Na sa sabha yatra na santi
Vriddha na te ye na vadanti dharmam
Na sau dharmo yatra na satyamasti
Na tatsatyam yacchalenanuviddham

“That is no assembly where there are no elders, and they are not elders who do not declare what dharma is. That is not dharma which is separated from truth, and that is not truth which is fraught with deceit.”

It appears in Udyoga Parva (The Book of Effort) as Vidura delivers crucial lessons on ethics. Interestingly, in the Sampoorna Mahabharata published by Gita Press, the shloka is also mentioned at the moment when Draupadi, forcibly brought to the assembly of the Kauravas, asks troubling questions to the elders present in the court. As she is being insulted and disrobed, Draupadi demolishes the legitimacy of the court and its veterans. Adding fire to her fury, the Gita Press editors have placed the decisive shloka in parenthesis amid the questions she raises.

The verses mirror the Ayodhya of our times. We are told that an investment of several thousand crores will transform the town. But as Ayodhya becomes a grand assembly on January 22, would its high seats be occupied by the Republic’s honourable elders? Do the organisers and presiding officers of the assembly carry the great values of Indian civilisation? Have they offered their lives for truth and dharma?

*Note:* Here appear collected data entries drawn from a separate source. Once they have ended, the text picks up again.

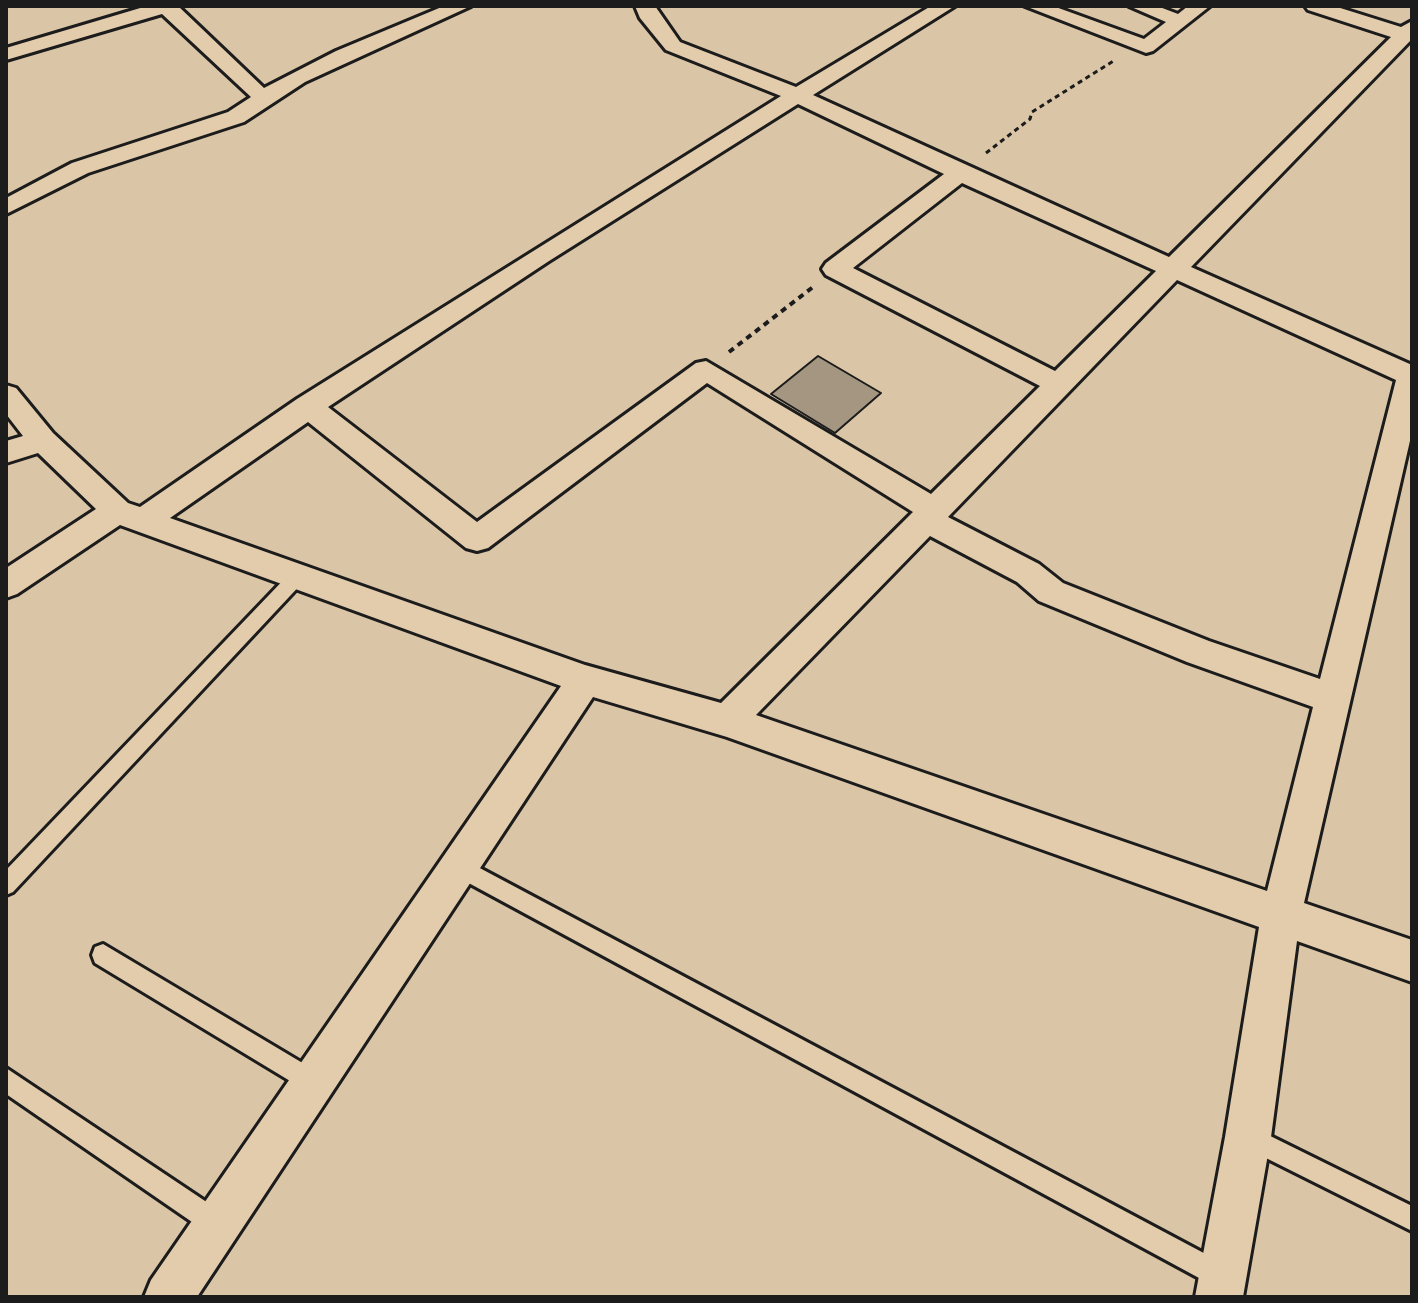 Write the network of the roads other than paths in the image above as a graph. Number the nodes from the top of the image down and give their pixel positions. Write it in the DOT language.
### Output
graph roads {
  1 [pos="167,6"];
  2 [pos="461,6"];
  3 [pos="645,6"];
  4 [pos="945,6"];
  5 [pos="1035,6"];
  6 [pos="1139,6"];
  7 [pos="1200,6"];
  8 [pos="1315,6"];
  9 [pos="1396,6"];
  10 [pos="1180,21"];
  11 [pos="1409,30"];
  12 [pos="6,54"];
  13 [pos="797,95"];
  14 [pos="265,97"];
  15 [pos="960,173"];
  16 [pos="6,207"];
  17 [pos="1174,268"];
  18 [pos="1411,376"];
  19 [pos="1060,385"];
  20 [pos="6,395"];
  21 [pos="307,406"];
  22 [pos="43,440"];
  23 [pos="6,452"];
  24 [pos="131,515"];
  25 [pos="929,515"];
  26 [pos="298,576"];
  27 [pos="6,585"];
  28 [pos="585,680"];
  29 [pos="1333,699"];
  30 [pos="727,721"];
  31 [pos="459,867"];
  32 [pos="6,885"];
  33 [pos="1281,914"];
  34 [pos="103,955"];
  35 [pos="1412,961"];
  36 [pos="6,1080"];
  37 [pos="313,1082"];
  38 [pos="1248,1137"];
  39 [pos="1412,1219"];
  40 [pos="217,1224"];
  41 [pos="1220,1287"];
  42 [pos="168,1297"];
  1 -- 12 [label="street"];
  1 -- 14 [label="street"];
  2 -- 14 [label="street"];
  3 -- 13 [label="street"];
  4 -- 13 [label="street"];
  5 -- 10 [label="street"];
  6 -- 10 [label="street"];
  7 -- 10 [label="street"];
  8 -- 11 [label="street"];
  9 -- 11 [label="street"];
  11 -- 17 [label="street"];
  13 -- 15 [label="street"];
  13 -- 21 [label="street"];
  14 -- 16 [label="street"];
  15 -- 17 [label="street"];
  15 -- 19 [label="street"];
  17 -- 18 [label="street"];
  17 -- 19 [label="street"];
  18 -- 29 [label="street"];
  19 -- 25 [label="street"];
  20 -- 22 [label="street"];
  21 -- 24 [label="street"];
  21 -- 25 [label="street"];
  22 -- 23 [label="street"];
  22 -- 24 [label="street"];
  24 -- 26 [label="street"];
  24 -- 27 [label="street"];
  25 -- 29 [label="street"];
  25 -- 30 [label="street"];
  26 -- 28 [label="street"];
  26 -- 32 [label="lane"];
  28 -- 30 [label="street"];
  28 -- 31 [label="street"];
  29 -- 33 [label="street"];
  30 -- 33 [label="street"];
  31 -- 37 [label="street"];
  31 -- 41 [label="lane"];
  33 -- 35 [label="street"];
  33 -- 38 [label="street"];
  34 -- 37 [label="lane"];
  36 -- 40 [label="lane"];
  37 -- 40 [label="street"];
  38 -- 39 [label="lane"];
  38 -- 41 [label="street"];
  40 -- 42 [label="street"];
} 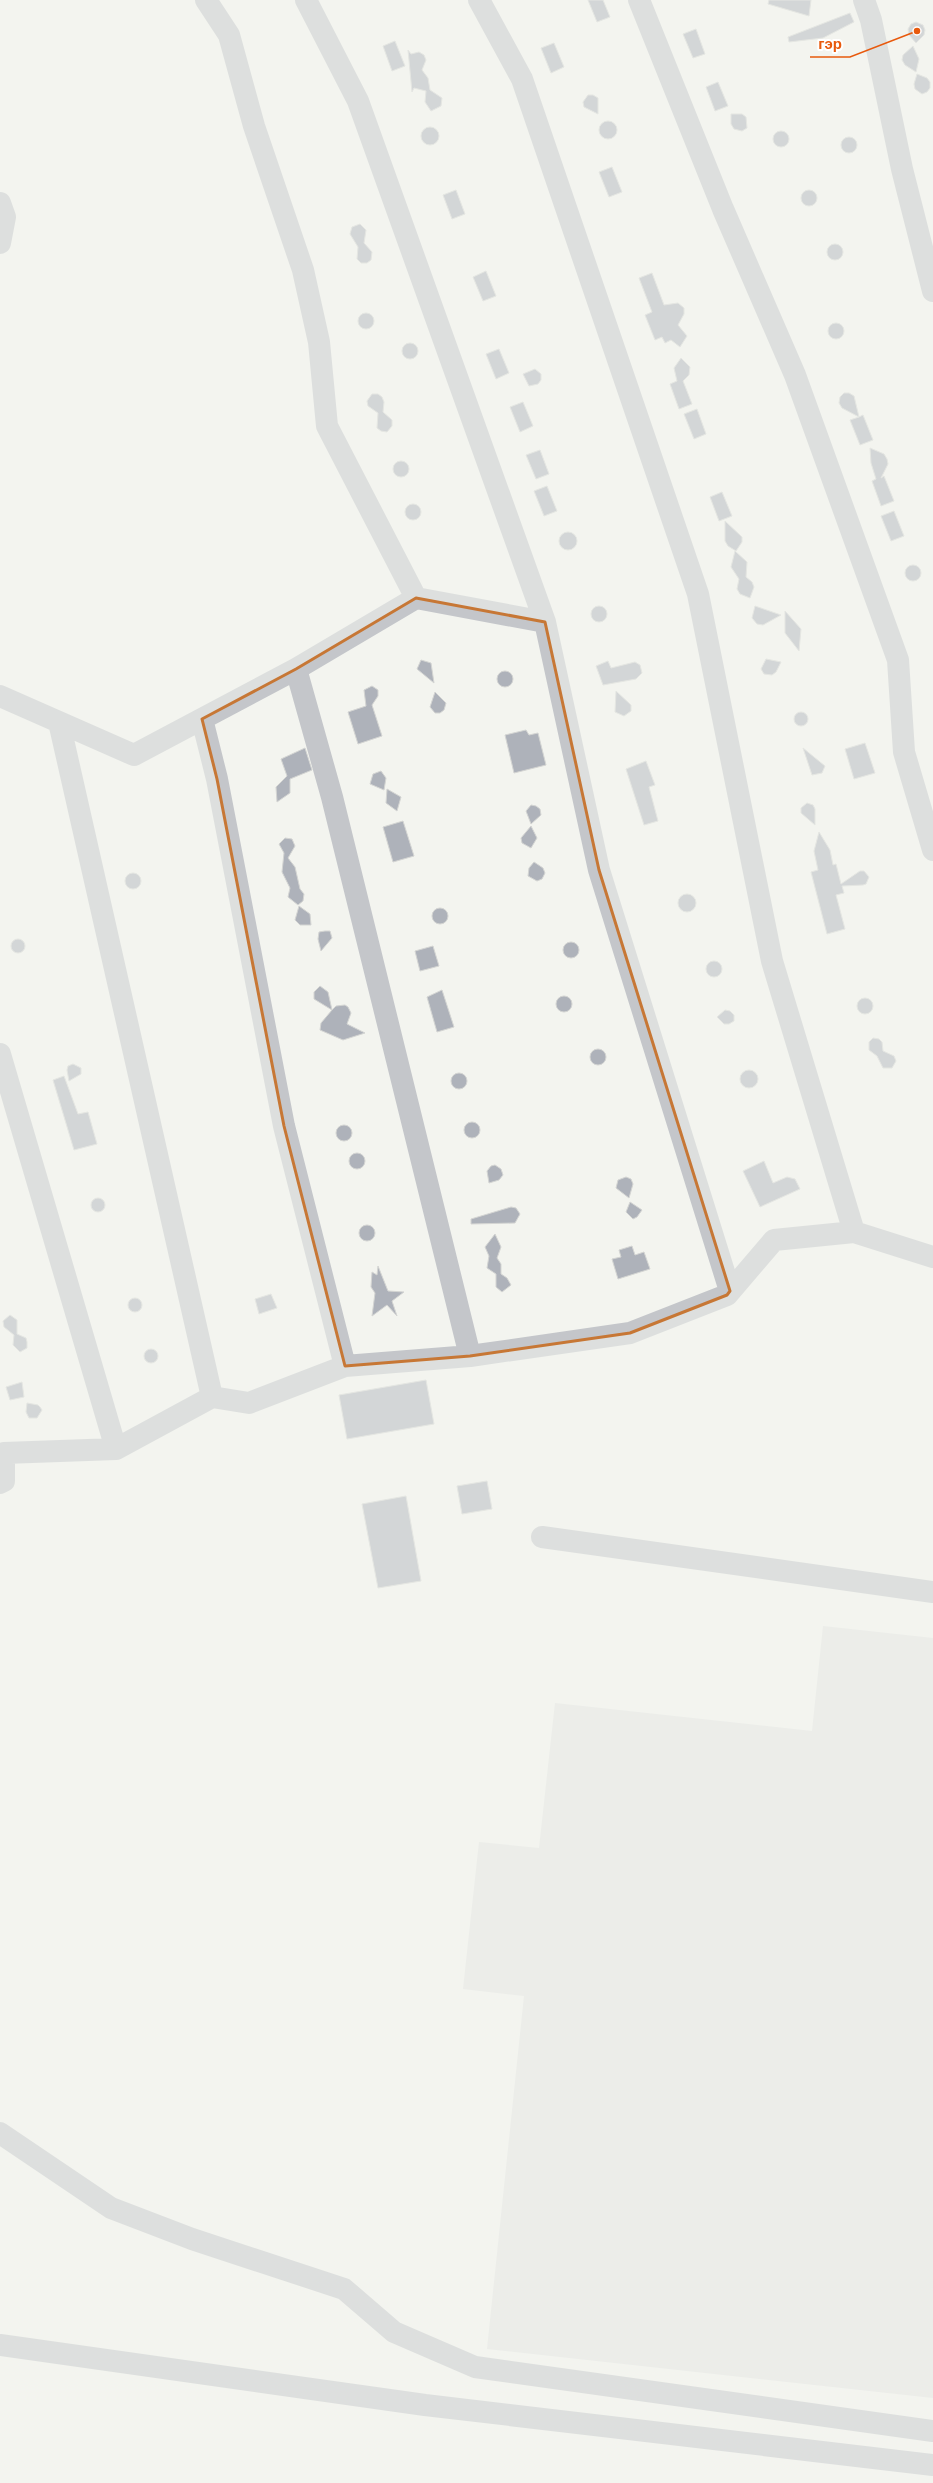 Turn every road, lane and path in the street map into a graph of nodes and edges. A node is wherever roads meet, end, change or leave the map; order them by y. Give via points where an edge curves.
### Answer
1 (206, 0) edge
2 (306, 0) edge
3 (479, 0) edge
4 (639, 0) edge
5 (864, 0) edge
6 (2, 211) edge
7 (0, 243) edge
8 (933, 291) edge
9 (416, 598) junction
10 (545, 622) junction
11 (296, 669) junction
12 (0, 696) edge
13 (202, 719) junction
14 (59, 722) junction
15 (933, 850) edge
16 (0, 1054) edge
17 (854, 1232) junction
18 (933, 1257) edge
19 (730, 1292) junction
20 (470, 1356) junction
21 (345, 1366) junction
22 (212, 1397) junction
23 (116, 1448) junction
24 (1, 1449) edge
25 (1, 1482) edge
26 (542, 1537) dead end
27 (933, 1592) edge
28 (0, 2133) edge
29 (0, 2345) edge
30 (933, 2431) edge
31 (933, 2465) edge

1 - 9 street via 229,36 254,126 303,270 319,342 327,426
2 - 10 street via 358,101
3 - 17 street via 522,79 698,594 772,961
4 - 15 street via 723,209 795,375 898,660 904,752
5 - 8 street via 871,20 902,169
6 - 7 street
9 - 10 street
9 - 11 street
10 - 19 street via 599,870
11 - 13 street
11 - 20 street via 332,797
12 - 14 street
13 - 14 street via 134,755
13 - 21 street via 217,779 284,1126
14 - 22 street
16 - 23 street
17 - 18 street
17 - 19 street via 774,1240
19 - 20 street via 630,1333
20 - 21 street
21 - 22 street via 249,1403
22 - 23 street
23 - 24 street
24 - 25 street
26 - 27 street
28 - 30 street via 111,2208 344,2289 394,2332 475,2367
29 - 31 street via 425,2404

Also read: ‘Independence’ on January 22? The Noise Generated Is More Likely to Force a Divide

One of them is Uttar Pradesh’s chief minister, a man known for criminal violence and obscene language, whose voluminous crime dossier has been buried in the state police files. The other person is the country’s prime minister, so obsessed with reflections of himself everywhere that even Narcissus would be embarrassed. Have these elders lived a life of dharma?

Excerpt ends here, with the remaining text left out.